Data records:

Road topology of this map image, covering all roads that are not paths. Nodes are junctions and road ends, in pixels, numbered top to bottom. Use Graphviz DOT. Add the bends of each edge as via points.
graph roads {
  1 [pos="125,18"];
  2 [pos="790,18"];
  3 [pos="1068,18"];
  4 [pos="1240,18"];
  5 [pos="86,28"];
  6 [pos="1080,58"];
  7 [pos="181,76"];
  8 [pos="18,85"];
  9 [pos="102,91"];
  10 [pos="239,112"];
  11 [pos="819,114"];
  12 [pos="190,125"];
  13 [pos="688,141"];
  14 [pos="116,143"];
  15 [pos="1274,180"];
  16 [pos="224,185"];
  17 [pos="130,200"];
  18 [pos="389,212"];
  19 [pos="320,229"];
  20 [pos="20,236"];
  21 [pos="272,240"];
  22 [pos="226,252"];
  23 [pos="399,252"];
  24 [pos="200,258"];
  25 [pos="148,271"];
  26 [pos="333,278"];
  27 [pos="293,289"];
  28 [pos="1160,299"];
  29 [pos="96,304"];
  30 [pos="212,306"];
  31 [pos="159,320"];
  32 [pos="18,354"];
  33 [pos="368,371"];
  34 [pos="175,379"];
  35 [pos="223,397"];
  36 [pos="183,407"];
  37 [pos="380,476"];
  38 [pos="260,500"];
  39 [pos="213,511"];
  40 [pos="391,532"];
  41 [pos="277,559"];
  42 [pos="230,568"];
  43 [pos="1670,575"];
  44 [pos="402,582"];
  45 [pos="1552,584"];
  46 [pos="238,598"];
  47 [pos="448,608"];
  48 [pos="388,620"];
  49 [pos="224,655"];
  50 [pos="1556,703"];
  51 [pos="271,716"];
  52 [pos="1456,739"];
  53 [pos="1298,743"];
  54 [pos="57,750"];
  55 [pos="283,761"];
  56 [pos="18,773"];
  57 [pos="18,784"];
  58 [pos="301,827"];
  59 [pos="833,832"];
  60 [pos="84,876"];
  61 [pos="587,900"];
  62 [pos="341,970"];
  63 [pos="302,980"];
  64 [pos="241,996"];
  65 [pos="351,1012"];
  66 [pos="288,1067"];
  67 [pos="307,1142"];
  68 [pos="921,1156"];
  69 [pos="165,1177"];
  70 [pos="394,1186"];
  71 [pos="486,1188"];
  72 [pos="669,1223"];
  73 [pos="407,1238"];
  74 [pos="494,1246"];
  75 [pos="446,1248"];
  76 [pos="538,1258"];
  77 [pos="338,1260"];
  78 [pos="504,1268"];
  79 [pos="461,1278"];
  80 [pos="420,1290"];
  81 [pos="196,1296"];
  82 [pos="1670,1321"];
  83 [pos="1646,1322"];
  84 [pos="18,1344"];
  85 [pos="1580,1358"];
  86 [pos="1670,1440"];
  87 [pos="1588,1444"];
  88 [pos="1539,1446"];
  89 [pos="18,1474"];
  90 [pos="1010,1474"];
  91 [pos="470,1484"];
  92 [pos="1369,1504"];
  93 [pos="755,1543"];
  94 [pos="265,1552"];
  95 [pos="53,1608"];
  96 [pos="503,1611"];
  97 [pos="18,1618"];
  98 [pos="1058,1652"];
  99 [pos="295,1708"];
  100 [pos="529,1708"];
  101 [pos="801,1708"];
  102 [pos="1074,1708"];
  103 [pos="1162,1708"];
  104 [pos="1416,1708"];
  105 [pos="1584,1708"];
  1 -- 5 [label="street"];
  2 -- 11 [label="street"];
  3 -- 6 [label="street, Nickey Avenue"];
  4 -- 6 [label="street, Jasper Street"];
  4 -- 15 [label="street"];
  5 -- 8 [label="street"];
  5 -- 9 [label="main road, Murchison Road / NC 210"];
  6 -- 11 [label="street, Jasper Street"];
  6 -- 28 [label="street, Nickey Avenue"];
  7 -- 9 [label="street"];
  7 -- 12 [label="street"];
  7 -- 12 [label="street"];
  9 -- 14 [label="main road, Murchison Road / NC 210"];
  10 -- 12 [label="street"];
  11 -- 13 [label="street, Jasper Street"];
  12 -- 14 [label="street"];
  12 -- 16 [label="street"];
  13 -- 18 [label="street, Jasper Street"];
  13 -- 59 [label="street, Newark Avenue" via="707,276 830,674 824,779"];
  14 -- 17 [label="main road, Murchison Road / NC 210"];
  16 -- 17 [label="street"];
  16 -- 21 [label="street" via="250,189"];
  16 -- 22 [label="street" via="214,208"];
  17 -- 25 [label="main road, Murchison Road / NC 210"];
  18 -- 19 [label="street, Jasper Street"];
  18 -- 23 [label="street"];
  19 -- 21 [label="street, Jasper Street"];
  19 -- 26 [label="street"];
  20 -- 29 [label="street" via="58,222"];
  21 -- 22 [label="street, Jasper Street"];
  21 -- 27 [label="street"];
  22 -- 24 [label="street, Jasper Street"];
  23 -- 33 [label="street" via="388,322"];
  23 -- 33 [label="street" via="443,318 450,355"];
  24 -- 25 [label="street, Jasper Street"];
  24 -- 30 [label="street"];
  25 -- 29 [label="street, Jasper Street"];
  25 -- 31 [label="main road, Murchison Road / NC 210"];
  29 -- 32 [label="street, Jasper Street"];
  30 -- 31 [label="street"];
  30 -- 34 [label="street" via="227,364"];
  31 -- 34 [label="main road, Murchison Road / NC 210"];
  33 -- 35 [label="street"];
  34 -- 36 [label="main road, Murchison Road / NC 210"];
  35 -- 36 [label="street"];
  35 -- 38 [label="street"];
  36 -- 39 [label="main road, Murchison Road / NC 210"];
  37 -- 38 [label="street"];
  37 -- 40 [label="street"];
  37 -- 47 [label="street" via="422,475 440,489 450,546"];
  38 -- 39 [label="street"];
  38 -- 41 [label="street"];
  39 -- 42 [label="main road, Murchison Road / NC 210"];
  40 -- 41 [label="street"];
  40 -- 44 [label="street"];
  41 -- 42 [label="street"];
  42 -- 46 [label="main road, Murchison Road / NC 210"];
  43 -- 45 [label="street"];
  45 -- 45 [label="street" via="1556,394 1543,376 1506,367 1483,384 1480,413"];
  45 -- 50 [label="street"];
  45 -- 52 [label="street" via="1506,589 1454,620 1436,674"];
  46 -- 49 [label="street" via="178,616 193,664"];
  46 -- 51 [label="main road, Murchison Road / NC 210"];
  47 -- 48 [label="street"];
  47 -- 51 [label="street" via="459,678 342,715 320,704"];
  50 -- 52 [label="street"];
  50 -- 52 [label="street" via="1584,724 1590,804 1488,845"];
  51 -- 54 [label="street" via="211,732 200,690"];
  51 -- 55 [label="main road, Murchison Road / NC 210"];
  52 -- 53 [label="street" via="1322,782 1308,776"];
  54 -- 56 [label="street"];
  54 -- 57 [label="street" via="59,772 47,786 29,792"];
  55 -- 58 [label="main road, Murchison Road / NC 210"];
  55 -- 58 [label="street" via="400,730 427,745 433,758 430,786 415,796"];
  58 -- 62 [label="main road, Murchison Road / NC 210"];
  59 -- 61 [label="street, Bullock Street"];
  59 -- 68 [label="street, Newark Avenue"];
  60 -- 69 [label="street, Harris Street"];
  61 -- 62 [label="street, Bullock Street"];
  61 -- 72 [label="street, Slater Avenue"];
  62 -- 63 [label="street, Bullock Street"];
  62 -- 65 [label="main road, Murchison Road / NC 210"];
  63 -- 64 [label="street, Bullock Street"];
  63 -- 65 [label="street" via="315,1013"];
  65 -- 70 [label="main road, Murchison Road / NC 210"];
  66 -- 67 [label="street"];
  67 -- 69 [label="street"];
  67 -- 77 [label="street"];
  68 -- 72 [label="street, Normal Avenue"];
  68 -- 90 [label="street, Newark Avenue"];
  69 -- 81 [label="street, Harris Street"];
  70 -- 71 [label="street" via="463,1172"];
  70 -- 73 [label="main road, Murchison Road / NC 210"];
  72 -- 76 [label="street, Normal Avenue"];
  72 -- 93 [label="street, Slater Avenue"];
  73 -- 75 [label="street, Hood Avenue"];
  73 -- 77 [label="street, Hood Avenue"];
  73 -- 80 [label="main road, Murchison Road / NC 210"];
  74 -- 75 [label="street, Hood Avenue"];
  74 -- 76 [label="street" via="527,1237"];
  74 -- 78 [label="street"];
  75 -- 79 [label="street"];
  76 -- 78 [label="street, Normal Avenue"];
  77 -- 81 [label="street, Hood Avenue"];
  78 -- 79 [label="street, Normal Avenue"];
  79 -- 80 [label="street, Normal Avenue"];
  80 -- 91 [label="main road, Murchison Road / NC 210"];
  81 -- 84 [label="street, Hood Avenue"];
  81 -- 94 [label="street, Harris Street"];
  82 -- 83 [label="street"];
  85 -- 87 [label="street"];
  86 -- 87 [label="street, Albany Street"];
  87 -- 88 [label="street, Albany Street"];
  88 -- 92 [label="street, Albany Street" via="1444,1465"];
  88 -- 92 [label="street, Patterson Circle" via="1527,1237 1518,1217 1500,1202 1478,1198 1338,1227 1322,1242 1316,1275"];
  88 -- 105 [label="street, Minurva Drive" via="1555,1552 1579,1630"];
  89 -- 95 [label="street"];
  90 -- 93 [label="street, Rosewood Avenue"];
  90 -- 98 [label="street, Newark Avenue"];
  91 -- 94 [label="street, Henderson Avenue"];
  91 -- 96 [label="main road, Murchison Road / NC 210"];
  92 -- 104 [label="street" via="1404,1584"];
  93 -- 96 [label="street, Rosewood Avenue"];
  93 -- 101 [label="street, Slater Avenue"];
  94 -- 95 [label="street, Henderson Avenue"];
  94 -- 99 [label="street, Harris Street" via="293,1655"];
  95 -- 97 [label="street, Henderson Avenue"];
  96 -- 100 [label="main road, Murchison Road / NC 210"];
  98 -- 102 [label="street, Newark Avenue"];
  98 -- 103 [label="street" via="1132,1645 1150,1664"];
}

Exercise aim: All lines with the word "Harris" must be located in the data and copied.

Answer to this problem:
  60 -- 69 [label="street, Harris Street"];
  69 -- 81 [label="street, Harris Street"];
  81 -- 94 [label="street, Harris Street"];
  94 -- 99 [label="street, Harris Street" via="293,1655"];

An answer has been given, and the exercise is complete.